A word-for-word copy of the following listing is needed. Leave out its images.

*** Opening of Supplied data ***

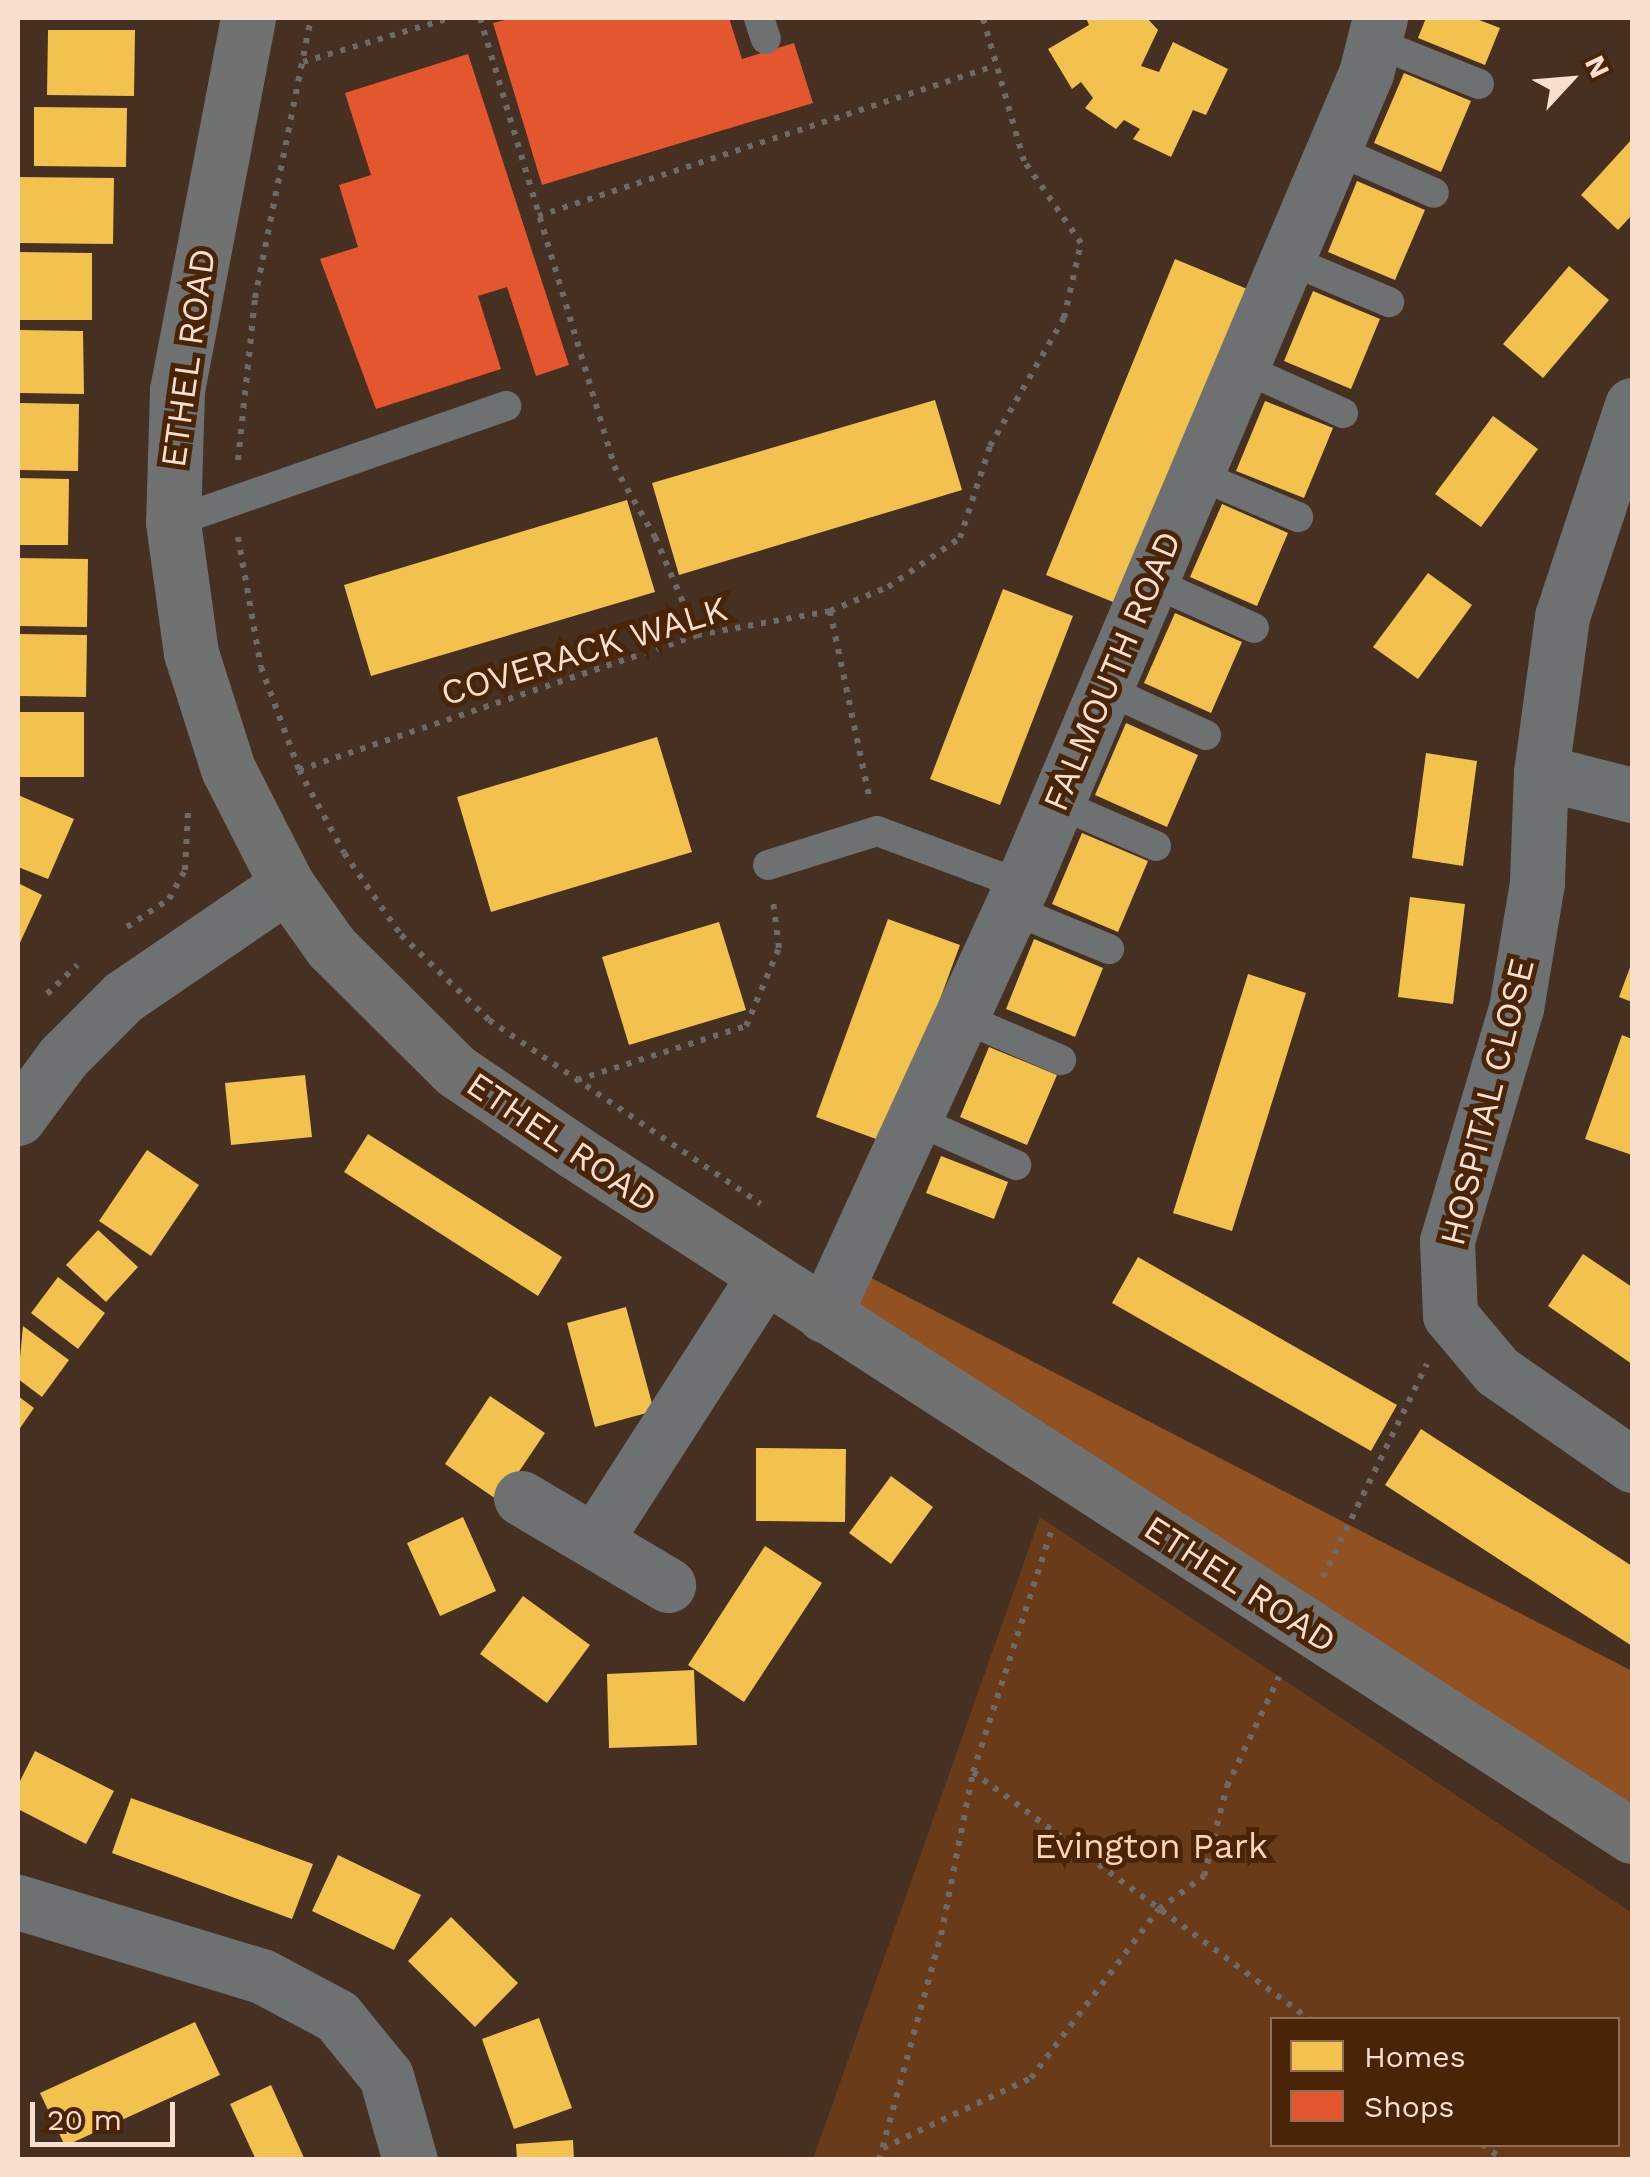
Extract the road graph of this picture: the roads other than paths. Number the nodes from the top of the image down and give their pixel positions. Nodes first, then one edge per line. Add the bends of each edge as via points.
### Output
1 (248, 18) edge
2 (1377, 30) edge
3 (1479, 84) dead end
4 (1334, 149) junction
5 (1434, 193) dead end
6 (1287, 259) junction
7 (1389, 302) dead end
8 (1242, 368) junction
9 (1632, 405) edge
10 (506, 406) dead end
11 (1343, 412) dead end
12 (1196, 474) junction
13 (1298, 517) dead end
14 (173, 522) junction
15 (1150, 581) junction
16 (1254, 628) dead end
17 (1105, 690) junction
18 (1206, 735) dead end
19 (1541, 772) junction
20 (1632, 795) edge
21 (1056, 803) junction
22 (1156, 846) dead end
23 (768, 865) road end
24 (286, 885) junction
25 (1016, 897) junction
26 (1109, 949) dead end
27 (961, 1018) junction
28 (1061, 1060) dead end
29 (18, 1118) edge
30 (916, 1120) junction
31 (1016, 1165) dead end
32 (764, 1277) junction
33 (824, 1316) junction
34 (1632, 1465) edge
35 (521, 1498) dead end
36 (596, 1537) junction
37 (668, 1585) dead end
38 (1632, 1836) edge
39 (18, 1902) edge
40 (410, 2160) edge

1 - 14 street, ETHEL ROAD via 177,390 169,472
2 - 3 lane
2 - 4 street, FALMOUTH ROAD
4 - 5 lane
4 - 6 street, FALMOUTH ROAD
6 - 7 lane
6 - 8 street, FALMOUTH ROAD
8 - 11 lane
8 - 12 street, FALMOUTH ROAD
9 - 19 street, HOSPITAL CLOSE via 1562,617
10 - 14 lane
12 - 13 lane
12 - 15 street, FALMOUTH ROAD
14 - 24 street, ETHEL ROAD via 190,653 228,768
15 - 16 lane
15 - 17 street, FALMOUTH ROAD
17 - 18 lane
17 - 21 street, FALMOUTH ROAD
19 - 20 street
19 - 34 street, HOSPITAL CLOSE via 1538,882 1516,1008 1446,1241 1450,1314 1497,1370
21 - 22 lane
21 - 25 street, FALMOUTH ROAD
23 - 25 lane via 877,831
24 - 29 street via 123,997 64,1057
24 - 32 street, ETHEL ROAD via 331,946 456,1071
25 - 26 lane
25 - 27 street, FALMOUTH ROAD
27 - 28 lane
27 - 30 street, FALMOUTH ROAD
30 - 31 lane
30 - 33 street, FALMOUTH ROAD
32 - 33 street, ETHEL ROAD
32 - 36 street
33 - 38 street, ETHEL ROAD
35 - 36 street
36 - 37 street
39 - 40 street via 262,1976 337,2016 386,2076

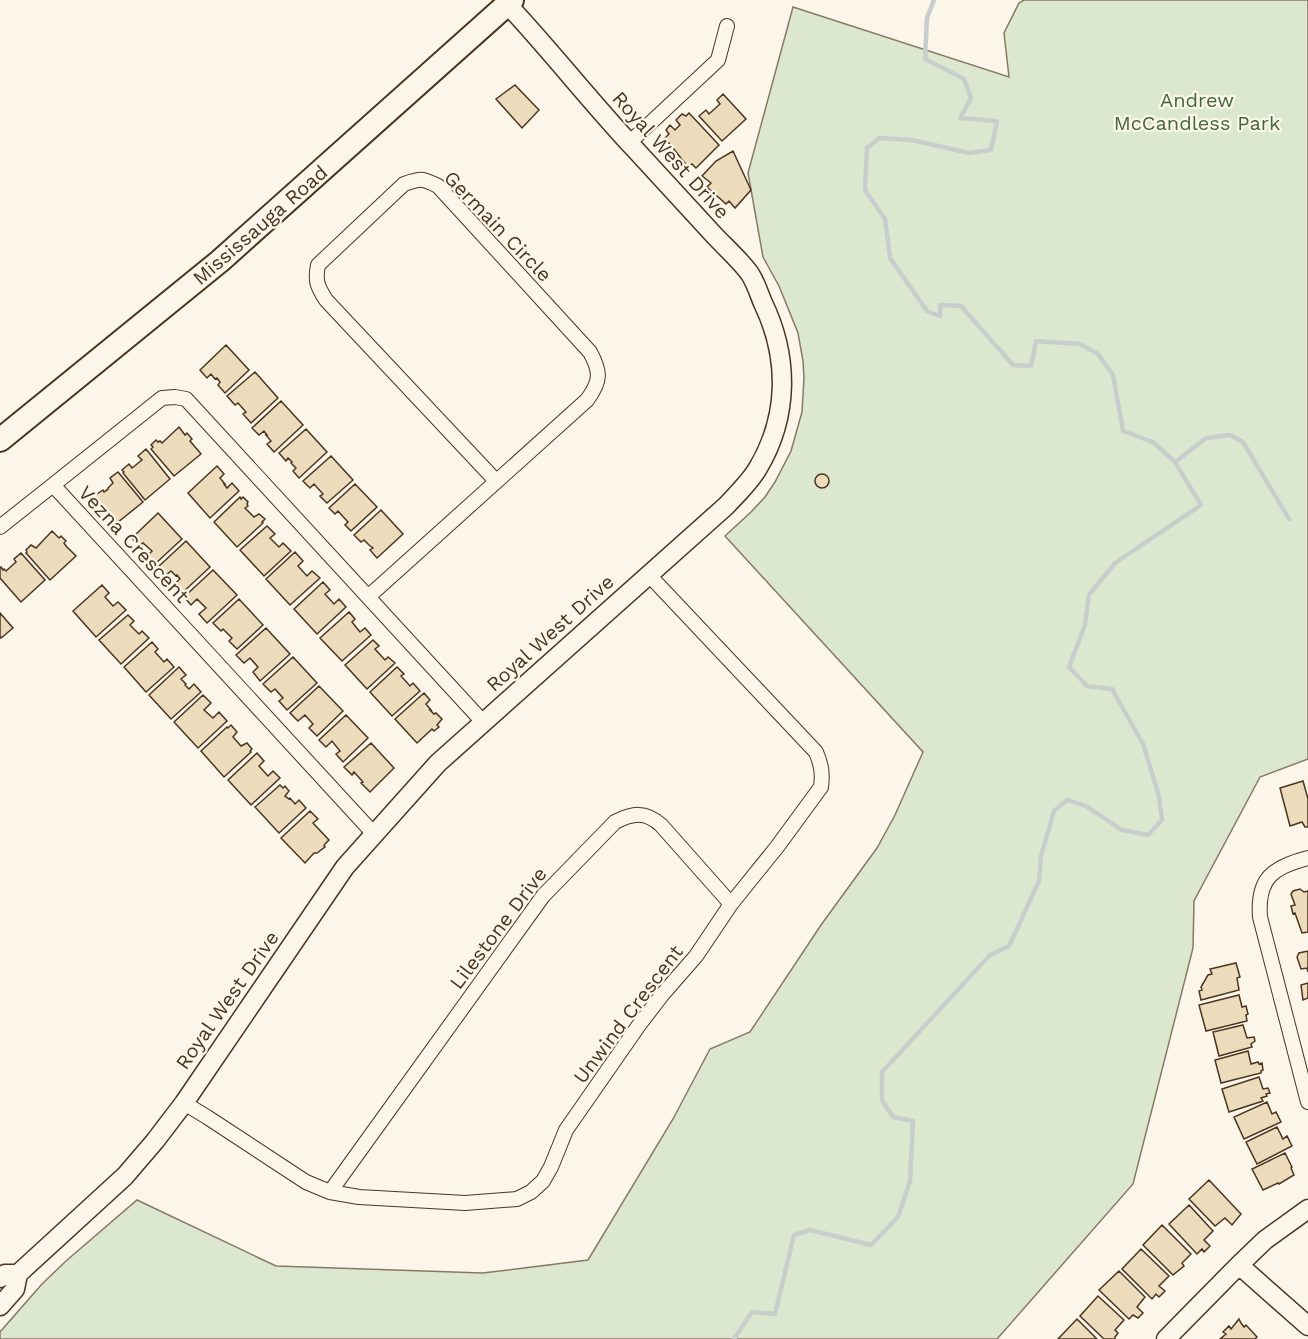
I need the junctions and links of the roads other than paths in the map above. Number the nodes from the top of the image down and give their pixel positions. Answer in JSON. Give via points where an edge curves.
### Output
{"nodes":[{"id":1,"x":509,"y":2,"type":"edge"},
{"id":2,"x":727,"y":27,"type":"dead end"},
{"id":3,"x":629,"y":143,"type":"junction"},
{"id":4,"x":0,"y":440,"type":"edge"},
{"id":5,"x":496,"y":481,"type":"junction"},
{"id":6,"x":53,"y":485,"type":"junction"},
{"id":7,"x":0,"y":527,"type":"edge"},
{"id":8,"x":649,"y":575,"type":"junction"},
{"id":9,"x":368,"y":597,"type":"junction"},
{"id":10,"x":483,"y":722,"type":"junction"},
{"id":11,"x":374,"y":834,"type":"junction"},
{"id":12,"x":1308,"y":858,"type":"edge"},
{"id":13,"x":731,"y":904,"type":"junction"},
{"id":14,"x":1308,"y":1102,"type":"edge"},
{"id":15,"x":183,"y":1103,"type":"junction"},
{"id":16,"x":330,"y":1192,"type":"junction"},
{"id":17,"x":1308,"y":1209,"type":"edge"},
{"id":18,"x":1239,"y":1265,"type":"junction"},
{"id":19,"x":9,"y":1276,"type":"edge"},
{"id":20,"x":0,"y":1306,"type":"edge"},
{"id":21,"x":1308,"y":1326,"type":"edge"},
{"id":22,"x":1166,"y":1339,"type":"edge"}],
"edges":[{"from":1,"to":3,"type":"street","name":"Royal West Drive"},
{"from":1,"to":4,"type":"main road","name":"Mississauga Road","via":[[220,261]]},
{"from":2,"to":3,"type":"street","via":[[718,60]]},
{"from":3,"to":8,"type":"street","name":"Royal West Drive","via":[[750,274],[771,319],[782,373],[778,423],[758,470],[726,506]]},
{"from":5,"to":5,"type":"street","name":"Germain Circle","via":[[587,400],[599,376],[597,365],[590,352],[438,186],[425,179],[417,180],[404,184],[318,265],[316,278],[326,300]]},
{"from":5,"to":9,"type":"street","name":"Germain Circle"},
{"from":6,"to":7,"type":"street"},
{"from":6,"to":9,"type":"street","name":"Vezna Crescent","via":[[162,398],[186,399]]},
{"from":6,"to":11,"type":"street","name":"Vezna Crescent"},
{"from":8,"to":10,"type":"street","name":"Royal West Drive"},
{"from":8,"to":13,"type":"street","name":"Unwind Crescent","via":[[816,752],[821,763],[821,787]]},
{"from":9,"to":10,"type":"street","name":"Vezna Crescent"},
{"from":10,"to":11,"type":"street","name":"Royal West Drive","via":[[438,763]]},
{"from":11,"to":15,"type":"street","name":"Royal West Drive","via":[[345,867]]},
{"from":12,"to":14,"type":"street","via":[[1274,871],[1263,888],[1259,906]]},
{"from":13,"to":16,"type":"street","name":"Unwind Crescent","via":[[566,1130],[551,1167],[531,1192],[517,1199],[465,1203]]},
{"from":13,"to":16,"type":"street","name":"Lilestone Drive","via":[[655,819],[637,815],[615,822],[543,896]]},
{"from":15,"to":16,"type":"street","name":"Unwind Crescent","via":[[306,1182]]},
{"from":15,"to":19,"type":"street","name":"Royal West Drive","via":[[125,1176]]},
{"from":17,"to":18,"type":"street","via":[[1265,1240]]},
{"from":18,"to":21,"type":"street"},
{"from":18,"to":22,"type":"street"},
{"from":19,"to":20,"type":"street","name":"Royal West Drive","via":[[15,1289]]}]}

*** Close of Supplied data ***

Solution to this task:
Extract the road graph of this picture: the roads other than paths. Number the nodes from the top of the image down and give their pixel positions. Nodes first, then one edge per line. Add the bends of each edge as via points.
### Output
1 (248, 18) edge
2 (1377, 30) edge
3 (1479, 84) dead end
4 (1334, 149) junction
5 (1434, 193) dead end
6 (1287, 259) junction
7 (1389, 302) dead end
8 (1242, 368) junction
9 (1632, 405) edge
10 (506, 406) dead end
11 (1343, 412) dead end
12 (1196, 474) junction
13 (1298, 517) dead end
14 (173, 522) junction
15 (1150, 581) junction
16 (1254, 628) dead end
17 (1105, 690) junction
18 (1206, 735) dead end
19 (1541, 772) junction
20 (1632, 795) edge
21 (1056, 803) junction
22 (1156, 846) dead end
23 (768, 865) road end
24 (286, 885) junction
25 (1016, 897) junction
26 (1109, 949) dead end
27 (961, 1018) junction
28 (1061, 1060) dead end
29 (18, 1118) edge
30 (916, 1120) junction
31 (1016, 1165) dead end
32 (764, 1277) junction
33 (824, 1316) junction
34 (1632, 1465) edge
35 (521, 1498) dead end
36 (596, 1537) junction
37 (668, 1585) dead end
38 (1632, 1836) edge
39 (18, 1902) edge
40 (410, 2160) edge

1 - 14 street, ETHEL ROAD via 177,390 169,472
2 - 3 lane
2 - 4 street, FALMOUTH ROAD
4 - 5 lane
4 - 6 street, FALMOUTH ROAD
6 - 7 lane
6 - 8 street, FALMOUTH ROAD
8 - 11 lane
8 - 12 street, FALMOUTH ROAD
9 - 19 street, HOSPITAL CLOSE via 1562,617
10 - 14 lane
12 - 13 lane
12 - 15 street, FALMOUTH ROAD
14 - 24 street, ETHEL ROAD via 190,653 228,768
15 - 16 lane
15 - 17 street, FALMOUTH ROAD
17 - 18 lane
17 - 21 street, FALMOUTH ROAD
19 - 20 street
19 - 34 street, HOSPITAL CLOSE via 1538,882 1516,1008 1446,1241 1450,1314 1497,1370
21 - 22 lane
21 - 25 street, FALMOUTH ROAD
23 - 25 lane via 877,831
24 - 29 street via 123,997 64,1057
24 - 32 street, ETHEL ROAD via 331,946 456,1071
25 - 26 lane
25 - 27 street, FALMOUTH ROAD
27 - 28 lane
27 - 30 street, FALMOUTH ROAD
30 - 31 lane
30 - 33 street, FALMOUTH ROAD
32 - 33 street, ETHEL ROAD
32 - 36 street
33 - 38 street, ETHEL ROAD
35 - 36 street
36 - 37 street
39 - 40 street via 262,1976 337,2016 386,2076

I need the junctions and links of the roads other than paths in the map above. Number the nodes from the top of the image down and give their pixel positions. Answer in JSON. Give via points where an edge curves.
### Output
{"nodes":[{"id":1,"x":509,"y":2,"type":"edge"},
{"id":2,"x":727,"y":27,"type":"dead end"},
{"id":3,"x":629,"y":143,"type":"junction"},
{"id":4,"x":0,"y":440,"type":"edge"},
{"id":5,"x":496,"y":481,"type":"junction"},
{"id":6,"x":53,"y":485,"type":"junction"},
{"id":7,"x":0,"y":527,"type":"edge"},
{"id":8,"x":649,"y":575,"type":"junction"},
{"id":9,"x":368,"y":597,"type":"junction"},
{"id":10,"x":483,"y":722,"type":"junction"},
{"id":11,"x":374,"y":834,"type":"junction"},
{"id":12,"x":1308,"y":858,"type":"edge"},
{"id":13,"x":731,"y":904,"type":"junction"},
{"id":14,"x":1308,"y":1102,"type":"edge"},
{"id":15,"x":183,"y":1103,"type":"junction"},
{"id":16,"x":330,"y":1192,"type":"junction"},
{"id":17,"x":1308,"y":1209,"type":"edge"},
{"id":18,"x":1239,"y":1265,"type":"junction"},
{"id":19,"x":9,"y":1276,"type":"edge"},
{"id":20,"x":0,"y":1306,"type":"edge"},
{"id":21,"x":1308,"y":1326,"type":"edge"},
{"id":22,"x":1166,"y":1339,"type":"edge"}],
"edges":[{"from":1,"to":3,"type":"street","name":"Royal West Drive"},
{"from":1,"to":4,"type":"main road","name":"Mississauga Road","via":[[220,261]]},
{"from":2,"to":3,"type":"street","via":[[718,60]]},
{"from":3,"to":8,"type":"street","name":"Royal West Drive","via":[[750,274],[771,319],[782,373],[778,423],[758,470],[726,506]]},
{"from":5,"to":5,"type":"street","name":"Germain Circle","via":[[587,400],[599,376],[597,365],[590,352],[438,186],[425,179],[417,180],[404,184],[318,265],[316,278],[326,300]]},
{"from":5,"to":9,"type":"street","name":"Germain Circle"},
{"from":6,"to":7,"type":"street"},
{"from":6,"to":9,"type":"street","name":"Vezna Crescent","via":[[162,398],[186,399]]},
{"from":6,"to":11,"type":"street","name":"Vezna Crescent"},
{"from":8,"to":10,"type":"street","name":"Royal West Drive"},
{"from":8,"to":13,"type":"street","name":"Unwind Crescent","via":[[816,752],[821,763],[821,787]]},
{"from":9,"to":10,"type":"street","name":"Vezna Crescent"},
{"from":10,"to":11,"type":"street","name":"Royal West Drive","via":[[438,763]]},
{"from":11,"to":15,"type":"street","name":"Royal West Drive","via":[[345,867]]},
{"from":12,"to":14,"type":"street","via":[[1274,871],[1263,888],[1259,906]]},
{"from":13,"to":16,"type":"street","name":"Unwind Crescent","via":[[566,1130],[551,1167],[531,1192],[517,1199],[465,1203]]},
{"from":13,"to":16,"type":"street","name":"Lilestone Drive","via":[[655,819],[637,815],[615,822],[543,896]]},
{"from":15,"to":16,"type":"street","name":"Unwind Crescent","via":[[306,1182]]},
{"from":15,"to":19,"type":"street","name":"Royal West Drive","via":[[125,1176]]},
{"from":17,"to":18,"type":"street","via":[[1265,1240]]},
{"from":18,"to":21,"type":"street"},
{"from":18,"to":22,"type":"street"},
{"from":19,"to":20,"type":"street","name":"Royal West Drive","via":[[15,1289]]}]}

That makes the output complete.